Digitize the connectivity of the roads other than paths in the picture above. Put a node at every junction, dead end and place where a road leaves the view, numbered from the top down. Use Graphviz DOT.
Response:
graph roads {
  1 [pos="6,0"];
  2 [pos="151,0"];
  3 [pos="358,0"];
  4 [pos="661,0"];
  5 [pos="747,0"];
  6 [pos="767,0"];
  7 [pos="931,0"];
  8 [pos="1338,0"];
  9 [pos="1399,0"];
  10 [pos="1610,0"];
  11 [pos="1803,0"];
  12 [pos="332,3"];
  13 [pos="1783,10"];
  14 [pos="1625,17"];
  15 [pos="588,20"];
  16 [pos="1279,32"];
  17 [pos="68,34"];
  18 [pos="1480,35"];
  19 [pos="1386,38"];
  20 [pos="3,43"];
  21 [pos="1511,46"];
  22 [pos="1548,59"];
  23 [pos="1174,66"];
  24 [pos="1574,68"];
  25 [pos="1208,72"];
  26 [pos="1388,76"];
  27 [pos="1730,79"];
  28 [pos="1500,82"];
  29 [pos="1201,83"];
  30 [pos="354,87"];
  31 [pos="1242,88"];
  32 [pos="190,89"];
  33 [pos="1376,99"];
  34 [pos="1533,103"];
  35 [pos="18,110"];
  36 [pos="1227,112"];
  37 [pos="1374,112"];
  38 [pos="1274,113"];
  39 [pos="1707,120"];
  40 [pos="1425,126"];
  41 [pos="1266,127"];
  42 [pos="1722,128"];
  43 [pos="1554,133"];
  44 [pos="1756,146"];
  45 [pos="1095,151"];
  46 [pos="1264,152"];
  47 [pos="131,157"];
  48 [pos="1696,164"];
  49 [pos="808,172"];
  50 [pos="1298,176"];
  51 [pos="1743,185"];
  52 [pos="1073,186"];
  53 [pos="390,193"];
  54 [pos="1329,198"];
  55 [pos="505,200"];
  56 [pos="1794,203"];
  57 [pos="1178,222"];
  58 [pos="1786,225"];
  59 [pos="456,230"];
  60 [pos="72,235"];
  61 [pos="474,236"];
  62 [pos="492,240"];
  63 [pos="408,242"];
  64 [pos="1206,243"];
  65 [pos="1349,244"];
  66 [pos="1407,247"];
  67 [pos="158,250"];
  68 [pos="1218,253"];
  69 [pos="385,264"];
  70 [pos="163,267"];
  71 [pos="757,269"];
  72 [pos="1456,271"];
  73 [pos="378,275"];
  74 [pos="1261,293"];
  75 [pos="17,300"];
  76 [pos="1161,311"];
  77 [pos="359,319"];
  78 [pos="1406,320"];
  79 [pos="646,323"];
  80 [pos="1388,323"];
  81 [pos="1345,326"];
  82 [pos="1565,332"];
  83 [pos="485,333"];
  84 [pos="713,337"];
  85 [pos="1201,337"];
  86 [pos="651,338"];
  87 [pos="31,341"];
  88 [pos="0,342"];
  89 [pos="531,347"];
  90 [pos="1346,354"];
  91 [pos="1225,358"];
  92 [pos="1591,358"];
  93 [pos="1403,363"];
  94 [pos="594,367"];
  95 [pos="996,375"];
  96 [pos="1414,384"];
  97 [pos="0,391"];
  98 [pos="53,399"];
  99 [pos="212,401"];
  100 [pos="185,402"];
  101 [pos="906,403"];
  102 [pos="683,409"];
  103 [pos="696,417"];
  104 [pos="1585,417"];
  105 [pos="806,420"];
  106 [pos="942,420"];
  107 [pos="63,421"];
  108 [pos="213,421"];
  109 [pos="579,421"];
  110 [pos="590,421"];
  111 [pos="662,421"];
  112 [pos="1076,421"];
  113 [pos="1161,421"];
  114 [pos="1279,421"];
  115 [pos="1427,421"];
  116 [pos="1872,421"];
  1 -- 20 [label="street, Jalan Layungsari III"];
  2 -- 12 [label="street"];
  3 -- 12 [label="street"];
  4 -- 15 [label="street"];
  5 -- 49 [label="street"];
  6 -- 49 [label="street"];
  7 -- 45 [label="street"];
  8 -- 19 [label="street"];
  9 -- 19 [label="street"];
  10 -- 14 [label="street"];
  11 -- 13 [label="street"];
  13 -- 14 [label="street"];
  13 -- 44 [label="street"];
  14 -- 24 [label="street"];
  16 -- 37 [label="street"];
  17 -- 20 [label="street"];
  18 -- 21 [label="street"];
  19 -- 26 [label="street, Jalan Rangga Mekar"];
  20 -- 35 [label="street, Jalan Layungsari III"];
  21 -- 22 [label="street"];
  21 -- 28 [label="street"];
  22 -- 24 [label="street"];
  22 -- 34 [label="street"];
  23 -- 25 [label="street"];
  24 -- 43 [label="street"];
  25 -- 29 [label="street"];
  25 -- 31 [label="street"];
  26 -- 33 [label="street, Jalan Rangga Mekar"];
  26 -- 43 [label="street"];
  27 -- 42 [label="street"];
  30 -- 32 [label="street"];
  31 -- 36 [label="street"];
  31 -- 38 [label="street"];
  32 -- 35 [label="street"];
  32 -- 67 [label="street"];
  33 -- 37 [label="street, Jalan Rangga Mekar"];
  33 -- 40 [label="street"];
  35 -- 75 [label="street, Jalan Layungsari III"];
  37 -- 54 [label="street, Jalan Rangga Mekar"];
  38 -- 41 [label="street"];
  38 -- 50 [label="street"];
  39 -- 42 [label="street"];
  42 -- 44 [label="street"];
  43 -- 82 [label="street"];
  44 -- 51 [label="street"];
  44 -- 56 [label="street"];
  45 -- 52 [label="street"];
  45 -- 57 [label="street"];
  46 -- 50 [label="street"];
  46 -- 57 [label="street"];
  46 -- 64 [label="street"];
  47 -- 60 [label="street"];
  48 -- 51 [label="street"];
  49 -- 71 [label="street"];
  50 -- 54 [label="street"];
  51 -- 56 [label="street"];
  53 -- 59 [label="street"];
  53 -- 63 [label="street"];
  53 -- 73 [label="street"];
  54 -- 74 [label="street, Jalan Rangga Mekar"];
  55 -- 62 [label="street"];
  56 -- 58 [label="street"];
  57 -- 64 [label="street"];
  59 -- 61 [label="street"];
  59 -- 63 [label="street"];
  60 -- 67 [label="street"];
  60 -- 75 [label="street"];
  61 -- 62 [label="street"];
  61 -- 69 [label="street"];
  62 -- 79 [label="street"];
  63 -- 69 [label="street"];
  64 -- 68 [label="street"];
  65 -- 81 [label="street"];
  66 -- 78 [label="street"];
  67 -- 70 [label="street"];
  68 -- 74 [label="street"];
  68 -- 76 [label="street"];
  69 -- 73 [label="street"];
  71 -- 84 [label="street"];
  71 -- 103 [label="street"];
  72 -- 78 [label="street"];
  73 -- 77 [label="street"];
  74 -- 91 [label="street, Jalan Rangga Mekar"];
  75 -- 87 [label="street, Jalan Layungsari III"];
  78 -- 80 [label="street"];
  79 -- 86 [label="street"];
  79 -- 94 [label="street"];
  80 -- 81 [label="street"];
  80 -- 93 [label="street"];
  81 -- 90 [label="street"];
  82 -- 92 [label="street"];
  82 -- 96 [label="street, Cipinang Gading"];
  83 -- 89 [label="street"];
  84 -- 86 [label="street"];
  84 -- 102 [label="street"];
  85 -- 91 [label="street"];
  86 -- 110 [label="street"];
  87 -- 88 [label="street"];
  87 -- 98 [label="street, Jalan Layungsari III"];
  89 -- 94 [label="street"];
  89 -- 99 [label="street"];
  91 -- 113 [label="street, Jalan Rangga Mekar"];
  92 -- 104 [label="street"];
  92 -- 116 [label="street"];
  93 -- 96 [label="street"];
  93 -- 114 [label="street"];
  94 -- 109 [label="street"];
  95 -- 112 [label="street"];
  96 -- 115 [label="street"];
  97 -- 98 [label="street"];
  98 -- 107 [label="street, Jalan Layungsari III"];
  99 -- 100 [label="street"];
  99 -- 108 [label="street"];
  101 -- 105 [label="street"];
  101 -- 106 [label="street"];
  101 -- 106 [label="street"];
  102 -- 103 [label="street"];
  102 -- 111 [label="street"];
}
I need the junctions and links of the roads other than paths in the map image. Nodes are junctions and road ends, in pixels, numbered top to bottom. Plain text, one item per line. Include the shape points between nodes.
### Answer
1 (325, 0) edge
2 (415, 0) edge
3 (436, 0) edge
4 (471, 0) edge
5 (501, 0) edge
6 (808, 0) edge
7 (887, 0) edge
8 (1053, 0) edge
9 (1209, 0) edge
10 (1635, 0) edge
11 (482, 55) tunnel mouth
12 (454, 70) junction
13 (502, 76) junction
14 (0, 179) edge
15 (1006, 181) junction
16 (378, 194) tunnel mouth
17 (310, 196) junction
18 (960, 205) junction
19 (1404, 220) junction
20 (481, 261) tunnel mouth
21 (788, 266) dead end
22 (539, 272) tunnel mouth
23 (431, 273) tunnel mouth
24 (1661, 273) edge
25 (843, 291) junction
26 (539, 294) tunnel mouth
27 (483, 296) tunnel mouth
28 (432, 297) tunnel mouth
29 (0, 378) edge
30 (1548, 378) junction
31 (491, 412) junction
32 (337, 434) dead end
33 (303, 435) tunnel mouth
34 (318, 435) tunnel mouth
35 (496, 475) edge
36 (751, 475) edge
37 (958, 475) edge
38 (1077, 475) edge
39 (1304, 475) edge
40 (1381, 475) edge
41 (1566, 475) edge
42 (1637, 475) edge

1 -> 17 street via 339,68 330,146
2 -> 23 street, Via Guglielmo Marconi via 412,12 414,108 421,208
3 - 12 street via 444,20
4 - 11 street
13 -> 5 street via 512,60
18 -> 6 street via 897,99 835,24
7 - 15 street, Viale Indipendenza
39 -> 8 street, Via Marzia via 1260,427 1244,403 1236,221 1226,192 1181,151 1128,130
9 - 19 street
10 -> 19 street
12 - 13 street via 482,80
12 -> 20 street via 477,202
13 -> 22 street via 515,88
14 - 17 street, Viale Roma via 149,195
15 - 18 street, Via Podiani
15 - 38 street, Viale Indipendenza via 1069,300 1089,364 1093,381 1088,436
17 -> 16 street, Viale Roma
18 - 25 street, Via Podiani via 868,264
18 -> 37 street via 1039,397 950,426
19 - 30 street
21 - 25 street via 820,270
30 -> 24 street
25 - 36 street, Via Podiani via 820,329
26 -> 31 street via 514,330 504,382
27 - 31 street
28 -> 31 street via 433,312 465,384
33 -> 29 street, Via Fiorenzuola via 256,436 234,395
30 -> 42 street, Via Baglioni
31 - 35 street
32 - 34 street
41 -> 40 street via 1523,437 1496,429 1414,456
******************************
Go through the data and show every line where "paths" occurs.

Exercise response.
Digitize the connectivity of the roads other than paths in the picture above. Put a node at every junction, dead end and place where a road leaves the view, numbered from the top down. Use Graphviz DOT.
I need the junctions and links of the roads other than paths in the map image. Nodes are junctions and road ends, in pixels, numbered top to bottom. Plain text, one item per line. Include the shape points between nodes.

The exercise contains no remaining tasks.